Dans cette interview, il y a beaucoup de choses très intéressantes à garder sauvagement ; elle fait remonter à la surface ce qui a dominé le football africain et comment s’est-il développé. Dans la première partie, il a évoqué sans tricher, le mal que l’image du football africain avait pour s’imposer, et surtout pour tenter de se faire une place parmi les géants du foot. Ce n’était évidemment, pas facile.

«Celui qui gagne
et celui qui perd»
A la question de savoir quelle différence fait-il entre une bonne et une mauvaise tactique, sa réponse aura certainement surpris le lecteur par sa réponse qui est : «Celui qui gagne et celui qui perd. Tout simplement quand tu perds, on te dira toujours que ta tactique n’était pas bonne, que tes choix n’étaient pas bons. Quand tu gagnes, les gens peuvent mettre en doute ton schéma tactique, mais les résultats sont là».
Ce continent lui tient à cœur, comme tant de sélectionneurs qui militent pour que l’Afrique ne soit pas seulement un «comptoire commercial». Aujourd’hui, dira-t-il «les équipes européennes, lorsqu’elles recrutent des Africains, elles recrutent sur des places assez spécifiques, cela veut dire qu’elles les recrutent parce qu’ils sont très forts dans la percussion, dans la prise d’avantage, dans le déséquilibre, c’est le cas de Sadio Mané, Bamba Dieng, Ismaïla Sarr». Pour lui, les choses sont claires, pas besoin de chercher le pourquoi des choix des Africains. «On les prend parce qu’ils ont cette puissance athlétique de pouvoir défendre, mais peu de clubs recrutent des joueurs africains dans la créativité, dans le jeu.
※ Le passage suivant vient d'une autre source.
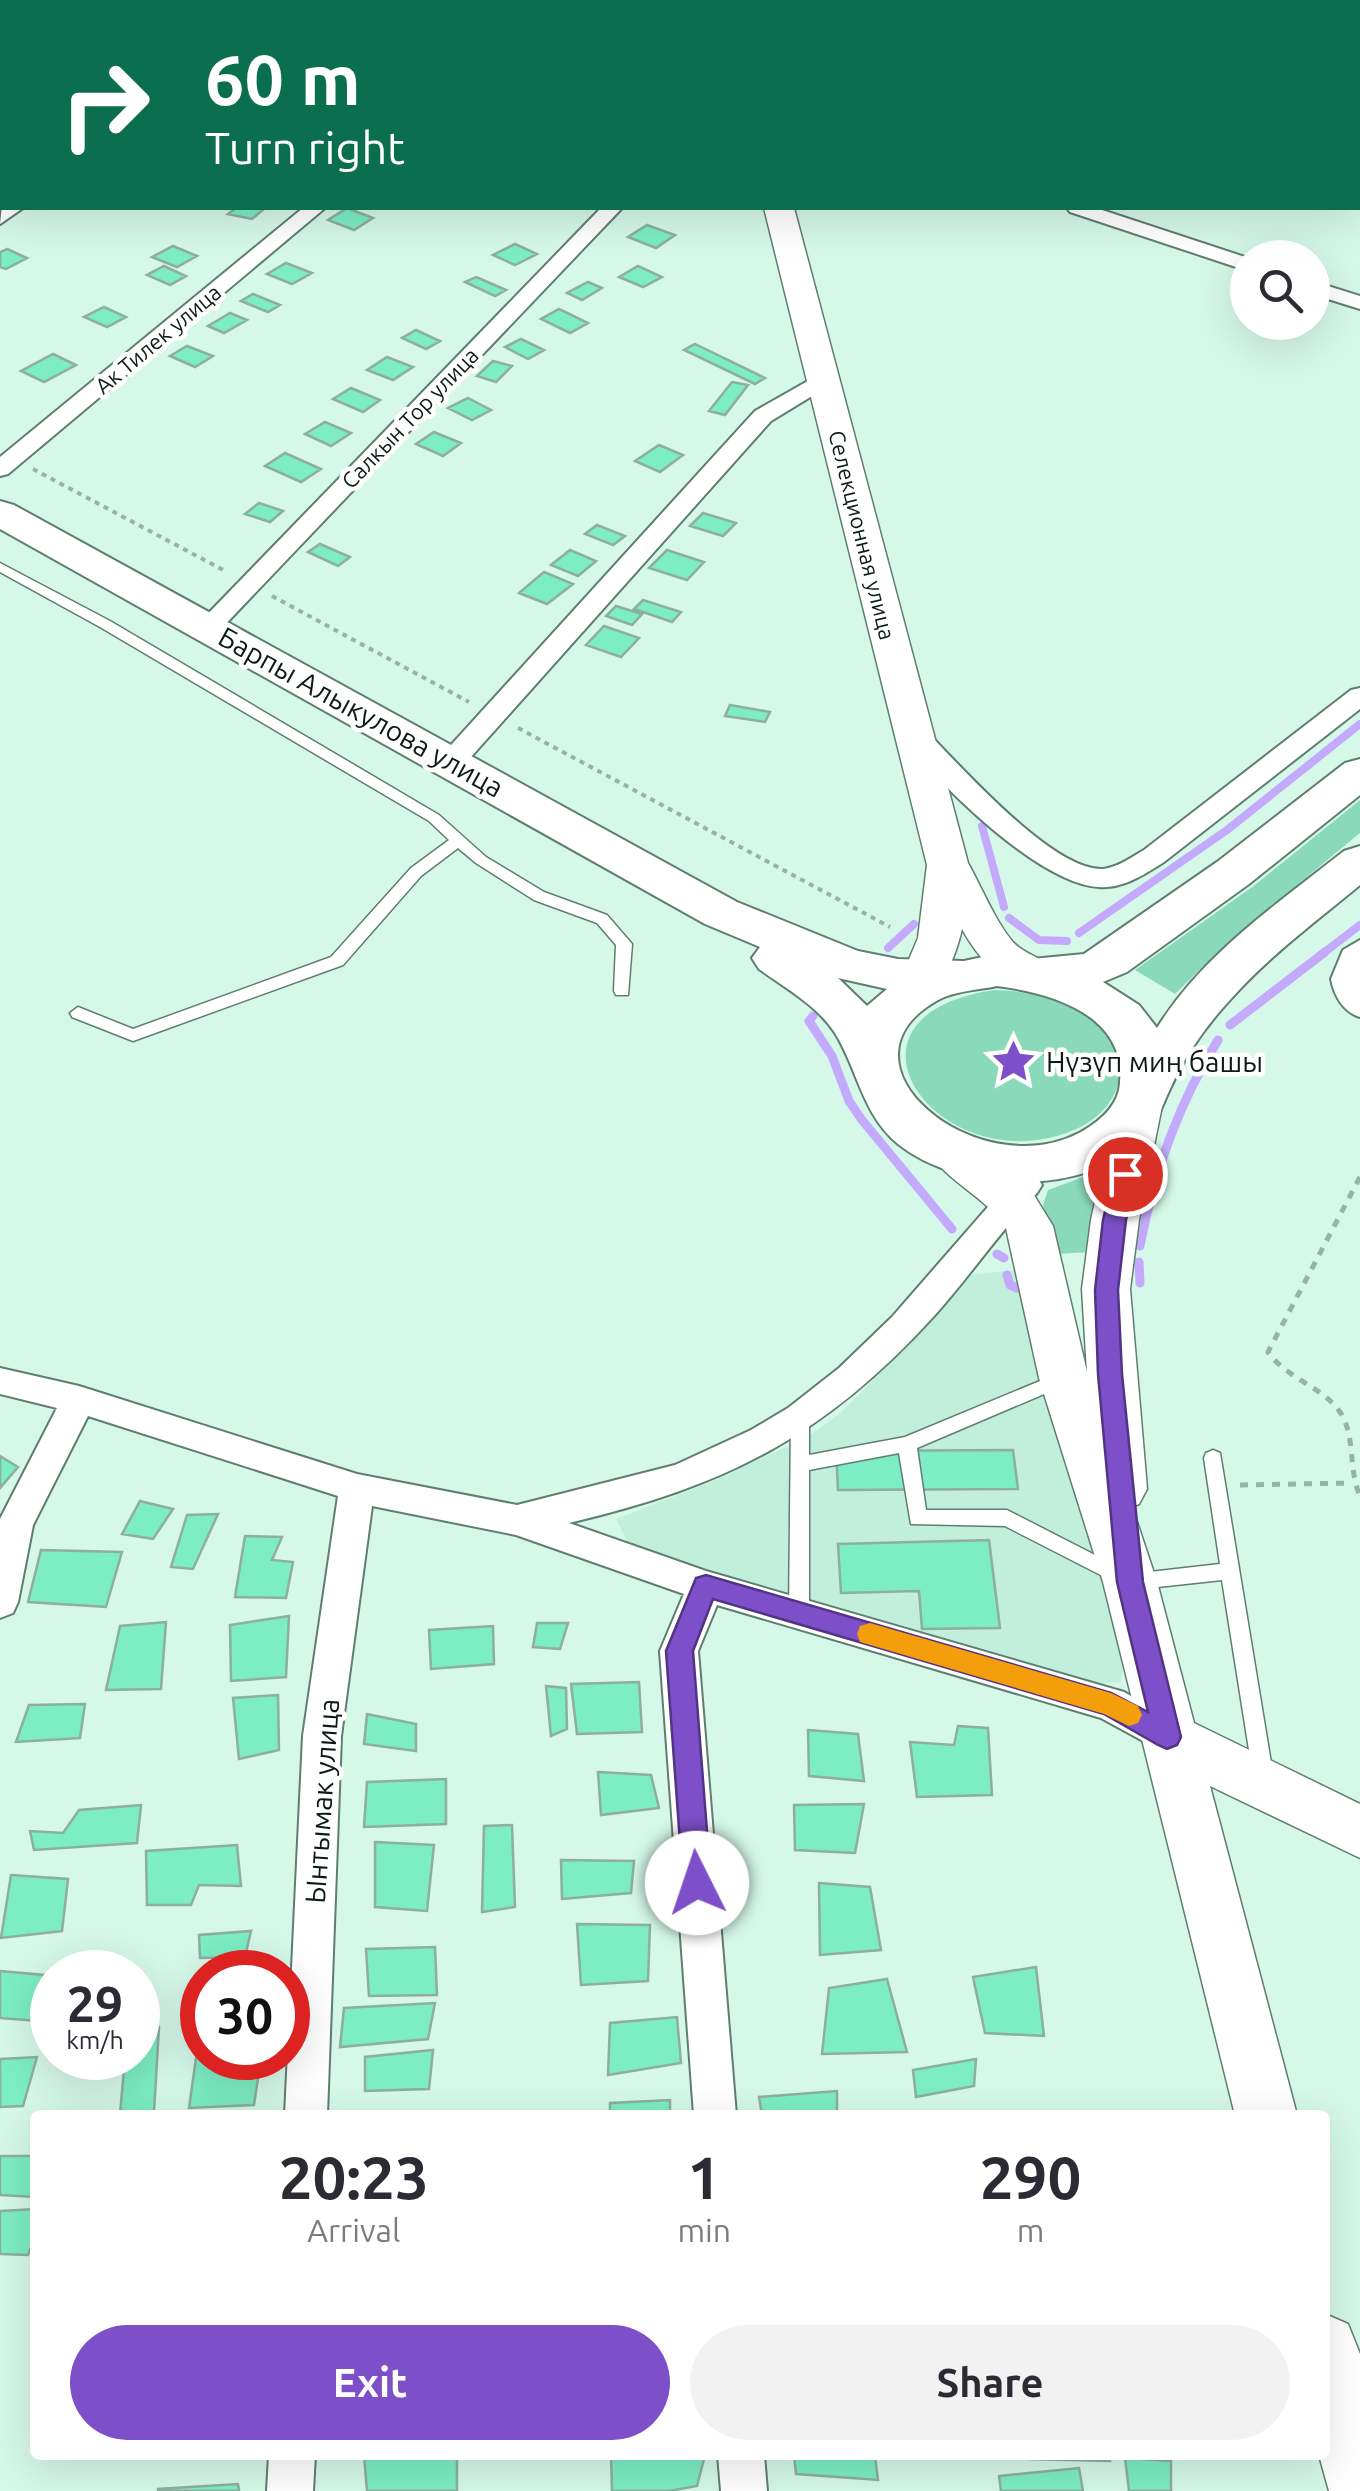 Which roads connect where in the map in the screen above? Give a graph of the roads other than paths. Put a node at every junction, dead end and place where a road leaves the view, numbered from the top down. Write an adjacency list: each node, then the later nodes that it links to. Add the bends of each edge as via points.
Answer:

Ça nous interpelle, nous les entraîneurs africains, à nous dire : ‘Il y a des positions où beaucoup de clubs sont demandeurs et ce n’est pas pour rien’».

«Ne pas copier toujours
le football des autres»
Il est à l’aise, et se promène sur des espaces de communication aussi faciles qu’il le fait lorsqu’il était joueur hier ou comme il est aujourd’hui en sa qualité de sélectionneur «quand des clubs comme Liverpool recrutent Sadio Mané, quand ils recrutent Ismaïla Sarr, c’est parce que ce sont des joueurs de percussion, d’espace. Ça veut dire que ça leur manque, donc nous, c’est notre force», il l’explique. «Il est important d’utiliser nos forces et de ne pas copier toujours le football des autres, ou leur mentalité ou leur identité», plus percutant encore lorsqu’il dit que «l’Afrique doit avoir sa propre identité».
Elle doit créer une identité par rapport à sa morphologie de joueurs. Là où nous sommes forts, c’est dans la percussion, dans le un contre un, dans le football de transition, pourquoi devrions-nous jouer comme les Espagnols, leur identité par rapport à la morphologie de joueurs qu’ils ont ?» «Tout ce que nous dégageons sur le plan athlétique, il ne faut pas que l’on ait honte de cela, cela doit être notre atout à nous. Si nous l’avons, nous devons le mettre en valeur et cela ne doit pas être une honte pour nous de jouer et d’être ce que nous sommes vraiment, comme de véritables Africains».
Le bon entraîneur,
c’était le «papa»
Un résumé qui fait du bien au football africain. Il le démontre lorsqu’il est invité à donner la vraie définition du bon entraîneur «c’est vaste. Il est difficile de définir quel est le bon entraîneur au 21e siècle. Mais à mon époque, le bon entraîneur, c’était le «papa». Celui que tout le monde respectait. Ce qu’il nous disait, on le faisait à 100% parce que c’était le bon. Aujourd’hui, peut-être que ce n’est pas le cas. La définition du bon entraîneur est différente, mais je peux dire que le bon entraîneur c’est celui qui gagne parce que le plus important au football, c’est de gagner», mais peut-on être un bon entraîneur sans avoir remporté de trophée ?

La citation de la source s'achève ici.